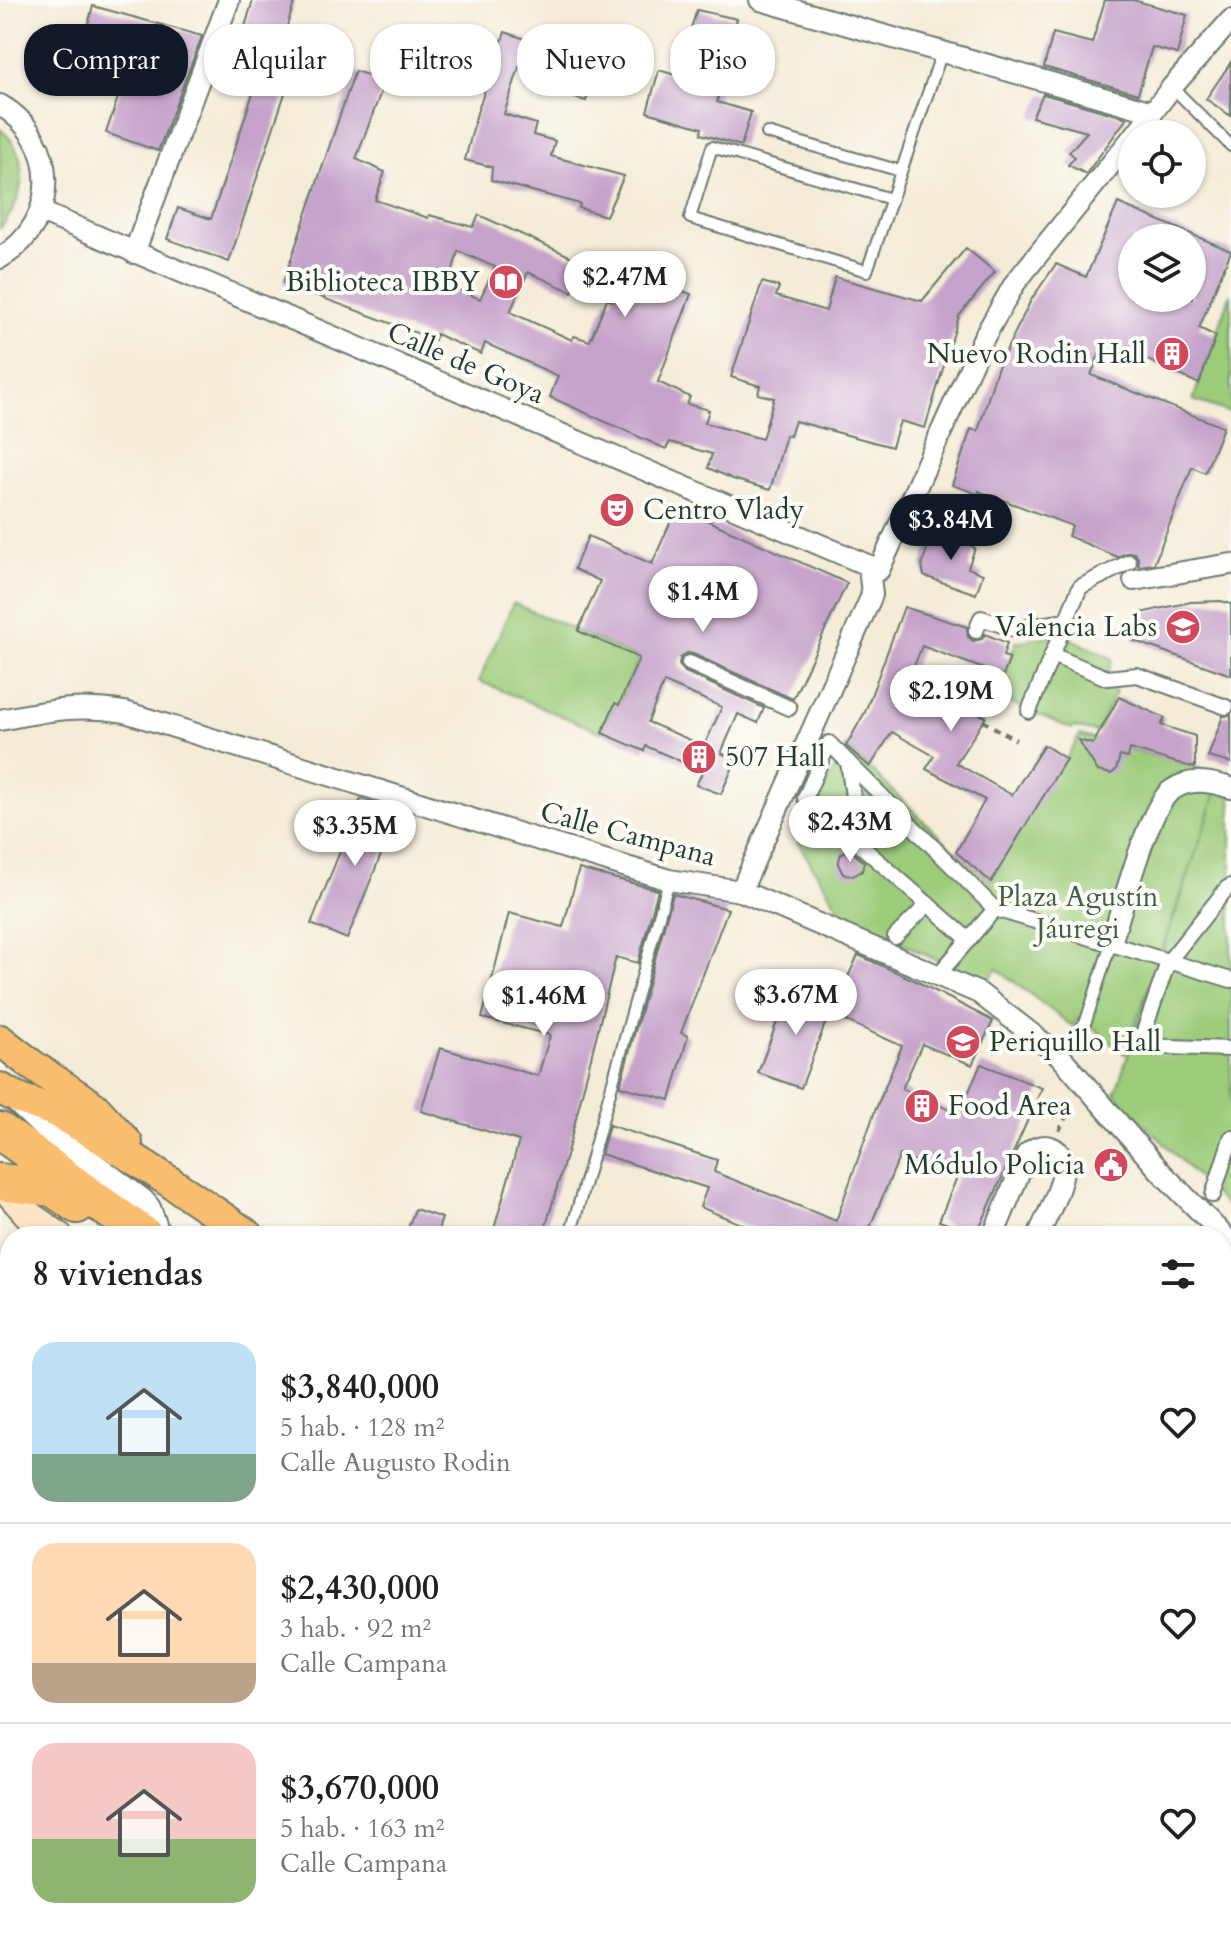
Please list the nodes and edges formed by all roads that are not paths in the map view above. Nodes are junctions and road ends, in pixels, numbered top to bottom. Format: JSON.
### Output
{"nodes":[{"id":1,"x":229,"y":0,"type":"edge"},
{"id":2,"x":760,"y":0,"type":"edge"},
{"id":3,"x":1231,"y":20,"type":"edge"},
{"id":4,"x":942,"y":52,"type":"junction"},
{"id":5,"x":1172,"y":87,"type":"junction"},
{"id":6,"x":0,"y":105,"type":"edge"},
{"id":7,"x":1153,"y":112,"type":"junction"},
{"id":8,"x":1147,"y":120,"type":"edge"},
{"id":9,"x":767,"y":133,"type":"dead end"},
{"id":10,"x":1231,"y":146,"type":"edge"},
{"id":11,"x":1118,"y":156,"type":"edge"},
{"id":12,"x":901,"y":171,"type":"junction"},
{"id":13,"x":891,"y":199,"type":"junction"},
{"id":14,"x":41,"y":212,"type":"junction"},
{"id":15,"x":134,"y":253,"type":"junction"},
{"id":16,"x":0,"y":258,"type":"edge"},
{"id":17,"x":1231,"y":564,"type":"edge"},
{"id":18,"x":869,"y":566,"type":"junction"},
{"id":19,"x":1132,"y":571,"type":"joint"},
{"id":20,"x":1066,"y":621,"type":"junction"},
{"id":21,"x":976,"y":631,"type":"dead end"},
{"id":22,"x":1052,"y":655,"type":"junction"},
{"id":23,"x":689,"y":663,"type":"dead end"},
{"id":24,"x":1226,"y":707,"type":"dead end"},
{"id":25,"x":789,"y":708,"type":"dead end"},
{"id":26,"x":1029,"y":711,"type":"dead end"},
{"id":27,"x":0,"y":720,"type":"edge"},
{"id":28,"x":847,"y":762,"type":"junction"},
{"id":29,"x":1231,"y":788,"type":"edge"},
{"id":30,"x":860,"y":845,"type":"junction"},
{"id":31,"x":669,"y":880,"type":"junction"},
{"id":32,"x":741,"y":891,"type":"junction"},
{"id":33,"x":1230,"y":892,"type":"edge"},
{"id":34,"x":928,"y":904,"type":"junction"},
{"id":35,"x":995,"y":909,"type":"junction"},
{"id":36,"x":895,"y":937,"type":"dead end"},
{"id":37,"x":969,"y":940,"type":"junction"},
{"id":38,"x":1111,"y":943,"type":"junction"},
{"id":39,"x":1168,"y":962,"type":"junction"},
{"id":40,"x":938,"y":975,"type":"junction"},
{"id":41,"x":1231,"y":980,"type":"edge"},
{"id":42,"x":0,"y":1040,"type":"edge"},
{"id":43,"x":1231,"y":1049,"type":"edge"},
{"id":44,"x":1060,"y":1056,"type":"junction"},
{"id":45,"x":7,"y":1093,"type":"edge"},
{"id":46,"x":0,"y":1131,"type":"edge"},
{"id":47,"x":1231,"y":1138,"type":"edge"},
{"id":48,"x":147,"y":1165,"type":"junction"},
{"id":49,"x":0,"y":1182,"type":"edge"},
{"id":50,"x":1213,"y":1195,"type":"dead end"},
{"id":51,"x":44,"y":1226,"type":"edge"},
{"id":52,"x":108,"y":1226,"type":"edge"},
{"id":53,"x":131,"y":1226,"type":"edge"},
{"id":54,"x":154,"y":1226,"type":"edge"},
{"id":55,"x":235,"y":1226,"type":"edge"},
{"id":56,"x":573,"y":1226,"type":"edge"},
{"id":57,"x":997,"y":1226,"type":"edge"},
{"id":58,"x":1042,"y":1226,"type":"edge"},
{"id":59,"x":1214,"y":1226,"type":"edge"}],
"edges":[{"from":1,"to":15,"type":"street"},
{"from":2,"to":4,"type":"street"},
{"from":3,"to":5,"type":"street"},
{"from":4,"to":7,"type":"street"},
{"from":4,"to":12,"type":"lane"},
{"from":5,"to":7,"type":"street"},
{"from":5,"to":10,"type":"lane"},
{"from":6,"to":14,"type":"street"},
{"from":7,"to":8,"type":"street"},
{"from":9,"to":12,"type":"lane"},
{"from":11,"to":18,"type":"street"},
{"from":12,"to":13,"type":"lane"},
{"from":13,"to":13,"type":"lane"},
{"from":14,"to":15,"type":"street","name":"Calle de Goya"},
{"from":14,"to":16,"type":"street"},
{"from":15,"to":18,"type":"street","name":"Calle de Goya"},
{"from":17,"to":19,"type":"street"},
{"from":18,"to":32,"type":"street"},
{"from":19,"to":20,"type":"street"},
{"from":20,"to":21,"type":"street"},
{"from":20,"to":22,"type":"street"},
{"from":22,"to":24,"type":"street"},
{"from":22,"to":26,"type":"street"},
{"from":23,"to":25,"type":"street"},
{"from":27,"to":31,"type":"street","name":"Calle Campana"},
{"from":28,"to":30,"type":"street"},
{"from":28,"to":30,"type":"street"},
{"from":28,"to":35,"type":"street"},
{"from":29,"to":38,"type":"street"},
{"from":30,"to":34,"type":"street"},
{"from":31,"to":32,"type":"street","name":"Calle Campana"},
{"from":31,"to":56,"type":"lane"},
{"from":32,"to":40,"type":"street","name":"Calle Campana"},
{"from":33,"to":39,"type":"street"},
{"from":34,"to":36,"type":"street"},
{"from":34,"to":37,"type":"street"},
{"from":35,"to":37,"type":"street"},
{"from":35,"to":38,"type":"street"},
{"from":37,"to":40,"type":"street"},
{"from":38,"to":39,"type":"street"},
{"from":38,"to":44,"type":"lane"},
{"from":39,"to":41,"type":"street"},
{"from":39,"to":43,"type":"street"},
{"from":40,"to":44,"type":"street","name":"Calle Campana"},
{"from":42,"to":48,"type":"main road"},
{"from":44,"to":59,"type":"street","name":"Calle Campana"},
{"from":45,"to":48,"type":"main road"},
{"from":45,"to":54,"type":"street"},
{"from":46,"to":53,"type":"highway"},
{"from":47,"to":50,"type":"street"},
{"from":48,"to":55,"type":"main road"},
{"from":49,"to":51,"type":"main road"},
{"from":49,"to":52,"type":"highway"},
{"from":57,"to":58,"type":"street"}]}
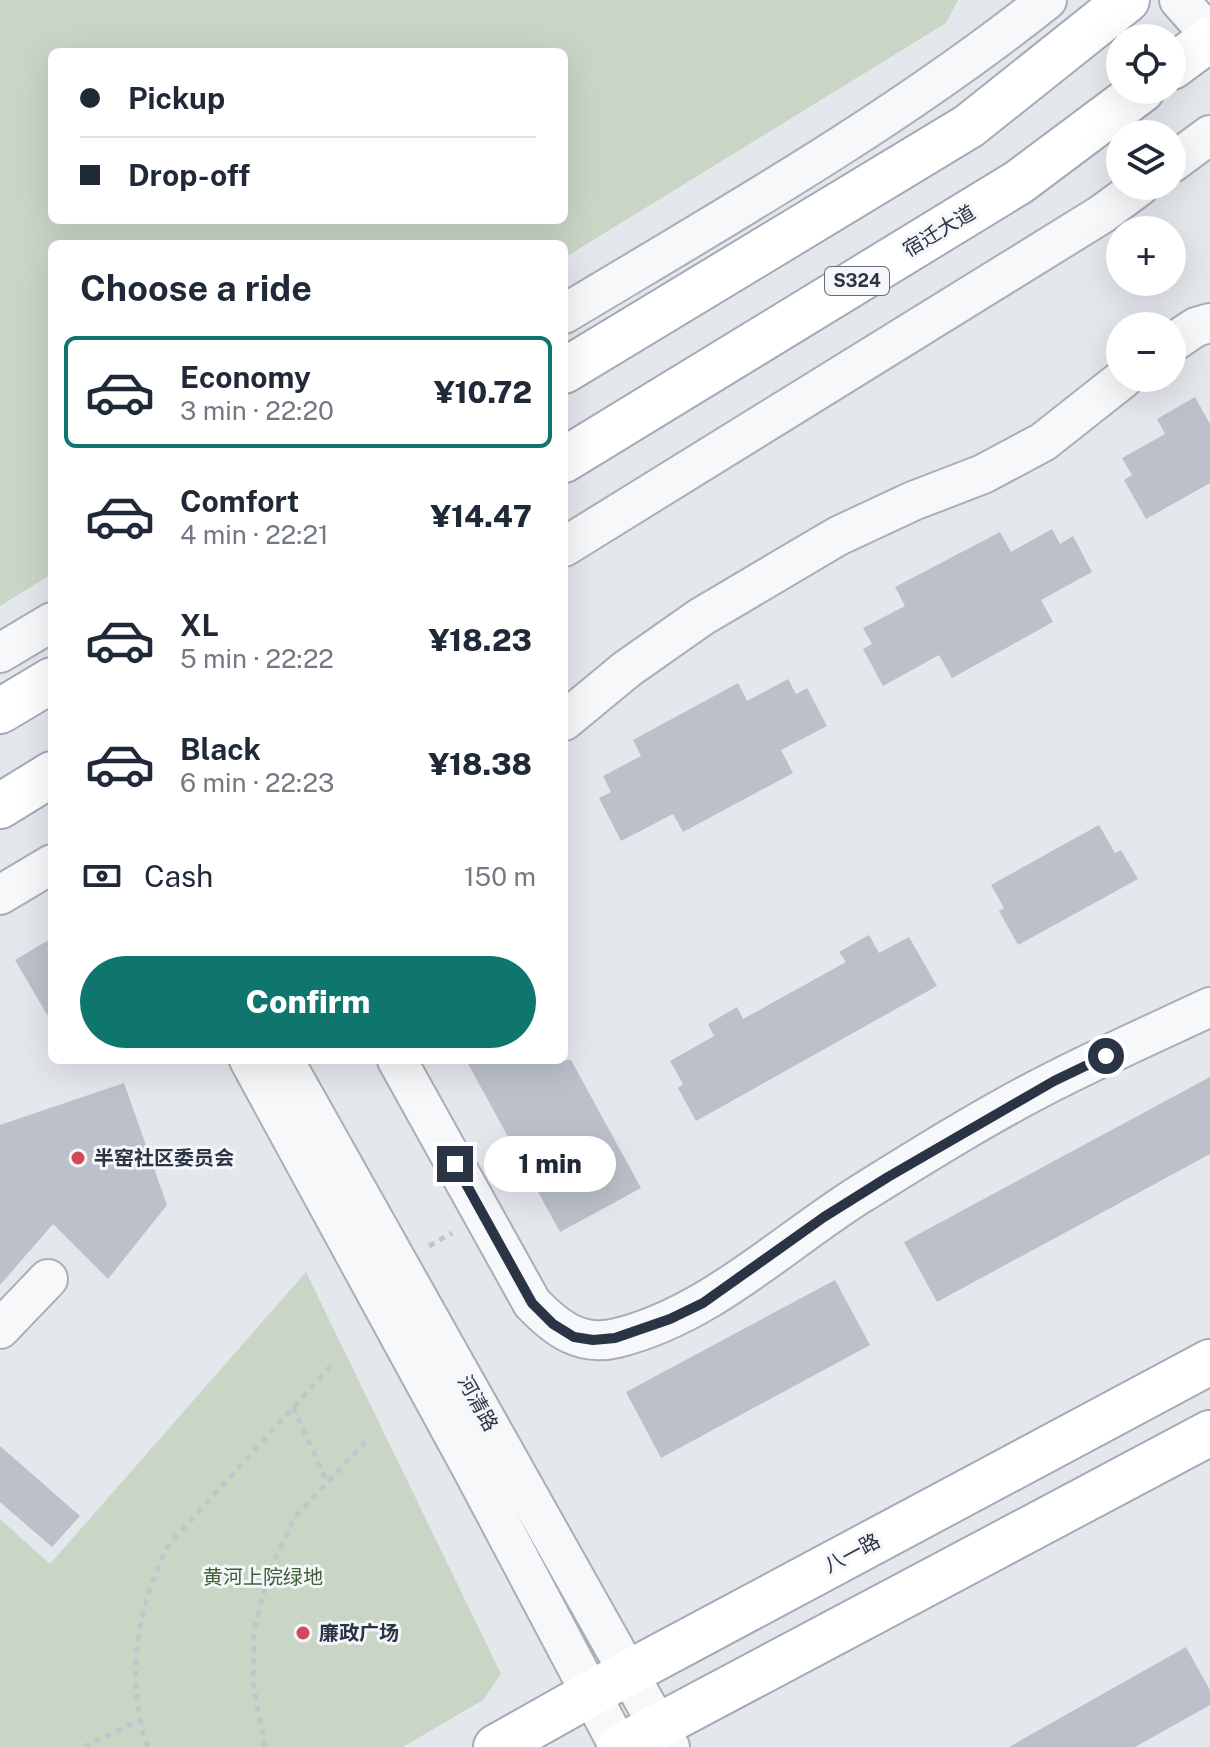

> [TASK INSTRUCTIONS]:
I'd like every line with the string "road" copied from the listing.

> [RESPONSE AREA]:
Please list the nodes and edges formed by all roads that are not paths in the map view above. Nodes are junctions and road ends, in pixels, numbered top to bottom. Format: JSON.
{"from":42,"to":48,"type":"main road"},
{"from":45,"to":48,"type":"main road"},
{"from":48,"to":55,"type":"main road"},
{"from":49,"to":51,"type":"main road"},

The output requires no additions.